A qui faut-il donc rendre ces comptes ? Au peuple- société ?  Dans la mesure où le temps politique est court, les gouvernants cherchent à éviter par toutes sortes de techniques le contrôle des électeurs : recours aux ordonnances, dénis du vote parlementaire, referendum, état d'urgence. Au peuple opinion ? Est-ce aux médias, par exemple de susciter une commission d'enquête ? Ainsi, les informations lancées par le Washington Post sur le scandale du Watergate proviennent de deux journalistes qui, à eux seuls, ont contribué à la démission du dirigeant des États-Unis! Au peuple-État ? Le pouvoir démocratique doit rendre compte au Parlement, au Conseil d’État, à la Cour des comptes, et à d'innombrables Conseils ou Comités... Malheureusement, absorbé presque exclusivement par le vote des lois, dont il ne décide ni de la teneur ni de l'application, il ne peut contrôler l'exécutif et évaluer les politiques publiques. Au peuple récit ? C'est finalement par l'histoire que passe le plus souvent la reddition des comptes : écrits, testaments, mémoires dévoilent la pédagogie du pouvoir et offrent aux acteurs recalés dans leur temps une session de rattrapage. Le prince déchu devient monarque absolu. La distance de l'écrit et du récit historique permet de saisir l'intemporel dans la démocratie : le compte public s'adresse à tout l'univers et à tous les siècles, l'écriture est la continuation de la politique par d'autres moyens.

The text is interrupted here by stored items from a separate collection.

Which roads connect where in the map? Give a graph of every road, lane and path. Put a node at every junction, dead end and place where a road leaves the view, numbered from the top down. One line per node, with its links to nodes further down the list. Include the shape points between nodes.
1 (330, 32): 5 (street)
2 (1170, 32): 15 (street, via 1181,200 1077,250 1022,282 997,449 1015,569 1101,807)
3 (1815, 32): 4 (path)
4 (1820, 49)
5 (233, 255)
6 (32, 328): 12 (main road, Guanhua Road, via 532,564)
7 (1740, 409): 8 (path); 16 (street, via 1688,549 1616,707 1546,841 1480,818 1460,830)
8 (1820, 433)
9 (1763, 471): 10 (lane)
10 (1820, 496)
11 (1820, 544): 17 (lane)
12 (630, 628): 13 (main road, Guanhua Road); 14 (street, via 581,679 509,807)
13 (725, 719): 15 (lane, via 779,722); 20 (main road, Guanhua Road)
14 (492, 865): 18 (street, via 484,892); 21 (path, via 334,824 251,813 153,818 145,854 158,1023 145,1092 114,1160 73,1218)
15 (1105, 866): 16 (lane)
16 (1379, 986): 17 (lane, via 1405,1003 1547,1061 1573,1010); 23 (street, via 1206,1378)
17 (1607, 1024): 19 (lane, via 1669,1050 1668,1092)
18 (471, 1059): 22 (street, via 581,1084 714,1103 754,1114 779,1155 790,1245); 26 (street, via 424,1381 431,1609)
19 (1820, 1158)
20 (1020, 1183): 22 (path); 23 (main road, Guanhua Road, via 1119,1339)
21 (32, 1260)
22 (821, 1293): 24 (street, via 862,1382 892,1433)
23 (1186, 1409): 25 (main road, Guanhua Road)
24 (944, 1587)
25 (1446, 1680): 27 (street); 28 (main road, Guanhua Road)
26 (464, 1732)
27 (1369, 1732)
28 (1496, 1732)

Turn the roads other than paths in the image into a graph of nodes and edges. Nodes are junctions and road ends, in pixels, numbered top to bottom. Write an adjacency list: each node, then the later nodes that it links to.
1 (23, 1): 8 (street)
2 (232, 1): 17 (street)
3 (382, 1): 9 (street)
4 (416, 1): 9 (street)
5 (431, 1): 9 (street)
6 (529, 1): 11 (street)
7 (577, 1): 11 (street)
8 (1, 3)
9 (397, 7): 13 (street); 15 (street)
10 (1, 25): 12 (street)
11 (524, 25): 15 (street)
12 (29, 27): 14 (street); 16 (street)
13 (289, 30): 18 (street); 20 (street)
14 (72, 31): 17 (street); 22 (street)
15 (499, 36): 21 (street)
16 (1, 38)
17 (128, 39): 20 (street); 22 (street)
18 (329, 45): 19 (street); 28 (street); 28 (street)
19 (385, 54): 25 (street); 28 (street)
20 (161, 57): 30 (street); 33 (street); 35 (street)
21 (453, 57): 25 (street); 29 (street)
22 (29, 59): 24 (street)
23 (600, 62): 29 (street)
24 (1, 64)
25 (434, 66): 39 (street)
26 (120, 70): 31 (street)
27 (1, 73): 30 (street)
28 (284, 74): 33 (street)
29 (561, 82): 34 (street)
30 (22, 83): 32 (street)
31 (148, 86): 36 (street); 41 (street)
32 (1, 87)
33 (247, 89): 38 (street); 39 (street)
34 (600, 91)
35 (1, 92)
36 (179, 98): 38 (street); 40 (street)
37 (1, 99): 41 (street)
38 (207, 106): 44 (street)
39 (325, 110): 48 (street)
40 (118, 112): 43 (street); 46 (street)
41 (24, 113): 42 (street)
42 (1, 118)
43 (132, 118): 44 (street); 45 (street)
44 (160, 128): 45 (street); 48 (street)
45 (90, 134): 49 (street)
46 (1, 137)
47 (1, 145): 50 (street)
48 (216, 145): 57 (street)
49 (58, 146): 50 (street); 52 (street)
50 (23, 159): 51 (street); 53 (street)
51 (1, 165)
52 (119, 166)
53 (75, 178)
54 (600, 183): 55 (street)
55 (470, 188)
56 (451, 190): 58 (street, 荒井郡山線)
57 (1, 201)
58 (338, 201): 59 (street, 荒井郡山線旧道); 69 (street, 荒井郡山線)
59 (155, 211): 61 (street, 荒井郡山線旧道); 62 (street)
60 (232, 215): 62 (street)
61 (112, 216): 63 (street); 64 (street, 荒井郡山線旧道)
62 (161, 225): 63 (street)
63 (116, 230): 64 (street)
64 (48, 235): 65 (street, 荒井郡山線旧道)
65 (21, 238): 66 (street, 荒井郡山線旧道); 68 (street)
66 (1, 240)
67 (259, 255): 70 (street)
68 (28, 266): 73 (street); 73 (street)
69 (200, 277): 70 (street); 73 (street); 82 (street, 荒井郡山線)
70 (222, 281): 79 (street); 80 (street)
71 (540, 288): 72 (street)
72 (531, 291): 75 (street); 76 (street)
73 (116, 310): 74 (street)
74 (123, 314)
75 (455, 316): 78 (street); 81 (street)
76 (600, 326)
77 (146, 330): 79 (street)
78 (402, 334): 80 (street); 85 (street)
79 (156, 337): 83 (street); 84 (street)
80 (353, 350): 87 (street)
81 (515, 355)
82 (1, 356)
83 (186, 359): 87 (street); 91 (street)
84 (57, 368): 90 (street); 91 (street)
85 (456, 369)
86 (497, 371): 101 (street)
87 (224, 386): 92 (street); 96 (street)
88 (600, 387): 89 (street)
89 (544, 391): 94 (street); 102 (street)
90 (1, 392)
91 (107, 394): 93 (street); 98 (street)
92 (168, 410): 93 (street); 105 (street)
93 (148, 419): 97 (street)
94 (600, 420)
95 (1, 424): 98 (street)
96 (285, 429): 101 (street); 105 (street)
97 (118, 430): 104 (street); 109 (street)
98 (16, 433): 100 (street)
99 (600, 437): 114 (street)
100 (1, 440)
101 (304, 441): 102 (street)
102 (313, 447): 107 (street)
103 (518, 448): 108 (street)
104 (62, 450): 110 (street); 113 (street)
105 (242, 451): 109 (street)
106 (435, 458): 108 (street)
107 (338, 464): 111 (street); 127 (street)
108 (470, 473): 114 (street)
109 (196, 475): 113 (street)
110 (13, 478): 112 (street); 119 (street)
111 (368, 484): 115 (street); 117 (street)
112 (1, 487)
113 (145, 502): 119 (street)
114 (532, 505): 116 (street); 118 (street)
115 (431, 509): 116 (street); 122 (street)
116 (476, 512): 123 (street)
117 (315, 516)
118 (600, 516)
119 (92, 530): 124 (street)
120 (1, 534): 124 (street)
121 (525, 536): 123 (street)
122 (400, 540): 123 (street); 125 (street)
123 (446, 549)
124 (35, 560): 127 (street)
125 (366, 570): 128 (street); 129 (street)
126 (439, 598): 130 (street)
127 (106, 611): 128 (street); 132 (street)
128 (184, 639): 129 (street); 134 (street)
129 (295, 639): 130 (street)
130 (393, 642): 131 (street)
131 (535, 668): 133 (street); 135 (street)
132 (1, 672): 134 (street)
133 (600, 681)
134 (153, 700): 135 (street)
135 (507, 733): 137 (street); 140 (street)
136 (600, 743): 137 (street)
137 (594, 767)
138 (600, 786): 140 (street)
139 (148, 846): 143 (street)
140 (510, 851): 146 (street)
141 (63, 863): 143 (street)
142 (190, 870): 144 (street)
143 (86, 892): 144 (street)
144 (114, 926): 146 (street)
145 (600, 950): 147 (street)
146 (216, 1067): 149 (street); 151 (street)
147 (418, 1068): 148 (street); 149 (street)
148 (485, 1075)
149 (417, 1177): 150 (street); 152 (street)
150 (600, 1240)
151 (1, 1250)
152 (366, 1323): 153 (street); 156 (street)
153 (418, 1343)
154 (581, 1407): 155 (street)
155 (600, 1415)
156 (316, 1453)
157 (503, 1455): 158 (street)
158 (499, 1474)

Promesse de liberté, d'égalité, de fraternité, la démocratie ne se conçoit, pour Pierre-Henri Tavoillot, que comme une épopée permanente. Malgré son ancrage dans l'histoire, elle n'a pas atteint l'âge adulte. Elle exige un travail permanent de la société sur elle-même et comme une « extension du domaine de l'adulte ». Tout en relevant qu'elle est en danger, Pierre-Henri Tavoillot, on le voit, reste résolument optimiste sur les acquis et les évolutions possibles de la démocratie libérale, à ses yeux irremplaçable et injustement mise en question. En parcourant minutieusement les étapes qu'elle a traversées, depuis sa naissance dans les sociétés grecque et romaine, il en décrit le développement, les combats, les victoires. Tout en reconnaissant ses faiblesses et la nécessité d'améliorer son fonctionnement, il se montre intransigeant avec tous ceux qui veulent la détruire ou la pervertir. Grille de lecture des politiques contemporaines et passées, l'ouvrage porte sur la démocratie un diagnostic précis, repère sans complaisance les points faibles, met en avant ses atouts et propose, dans une perspective réformiste, les améliorations indispensables à ses yeux. Très sévère avec les populismes ou les revendications anarchistes mais aussi avec les formes autoritaires du pouvoir, il dessine le « cahier des charges » d'un art politique nouveau de nature à dépasser l'opposition entre peuple et pouvoir et à concilier l'art de gouverner et d 'être gouverné. Cette « cautérisation » sur les plaies de la démocratie, ces améliorations nombreuses mais ponctuelles qu'il met en avant suffiront - elles à modifier la donne ? Pour répondre à cette question, il faudrait sans doute mettre en perspective le diagnostic établi par Pierre-Henri Tavoillot avec tous les ouvrages qui ne cessent de paraître sur ce thème.